## WHAT YOU SHOULD DO:
Read the records and write them out again exactly.

Segment Start: DATA FOR THE TASK

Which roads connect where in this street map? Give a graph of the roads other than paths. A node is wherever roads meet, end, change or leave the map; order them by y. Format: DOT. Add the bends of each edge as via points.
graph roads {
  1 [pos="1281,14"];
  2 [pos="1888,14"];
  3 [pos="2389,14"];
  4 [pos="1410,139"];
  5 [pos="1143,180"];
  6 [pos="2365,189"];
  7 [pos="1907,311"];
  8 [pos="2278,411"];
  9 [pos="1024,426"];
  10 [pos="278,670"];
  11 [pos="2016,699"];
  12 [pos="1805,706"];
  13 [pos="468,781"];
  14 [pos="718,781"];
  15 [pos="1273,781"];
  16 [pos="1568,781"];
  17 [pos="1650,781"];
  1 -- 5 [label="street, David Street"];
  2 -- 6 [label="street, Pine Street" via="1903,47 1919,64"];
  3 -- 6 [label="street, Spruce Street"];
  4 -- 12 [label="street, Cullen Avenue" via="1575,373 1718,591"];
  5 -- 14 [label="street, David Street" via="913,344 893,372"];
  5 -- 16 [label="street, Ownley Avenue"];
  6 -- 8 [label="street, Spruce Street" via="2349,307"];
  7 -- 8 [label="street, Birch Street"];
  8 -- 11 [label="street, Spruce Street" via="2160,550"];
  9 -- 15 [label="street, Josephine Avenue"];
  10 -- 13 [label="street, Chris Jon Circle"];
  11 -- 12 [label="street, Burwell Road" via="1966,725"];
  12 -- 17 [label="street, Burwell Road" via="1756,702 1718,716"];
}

Segment End: DATA FOR THE TASK

## RESULT OF THE EXERCISE:
Which roads connect where in this street map? Give a graph of the roads other than paths. A node is wherever roads meet, end, change or leave the map; order them by y. Format: DOT. Add the bends of each edge as via points.
graph roads {
  1 [pos="1281,14"];
  2 [pos="1888,14"];
  3 [pos="2389,14"];
  4 [pos="1410,139"];
  5 [pos="1143,180"];
  6 [pos="2365,189"];
  7 [pos="1907,311"];
  8 [pos="2278,411"];
  9 [pos="1024,426"];
  10 [pos="278,670"];
  11 [pos="2016,699"];
  12 [pos="1805,706"];
  13 [pos="468,781"];
  14 [pos="718,781"];
  15 [pos="1273,781"];
  16 [pos="1568,781"];
  17 [pos="1650,781"];
  1 -- 5 [label="street, David Street"];
  2 -- 6 [label="street, Pine Street" via="1903,47 1919,64"];
  3 -- 6 [label="street, Spruce Street"];
  4 -- 12 [label="street, Cullen Avenue" via="1575,373 1718,591"];
  5 -- 14 [label="street, David Street" via="913,344 893,372"];
  5 -- 16 [label="street, Ownley Avenue"];
  6 -- 8 [label="street, Spruce Street" via="2349,307"];
  7 -- 8 [label="street, Birch Street"];
  8 -- 11 [label="street, Spruce Street" via="2160,550"];
  9 -- 15 [label="street, Josephine Avenue"];
  10 -- 13 [label="street, Chris Jon Circle"];
  11 -- 12 [label="street, Burwell Road" via="1966,725"];
  12 -- 17 [label="street, Burwell Road" via="1756,702 1718,716"];
}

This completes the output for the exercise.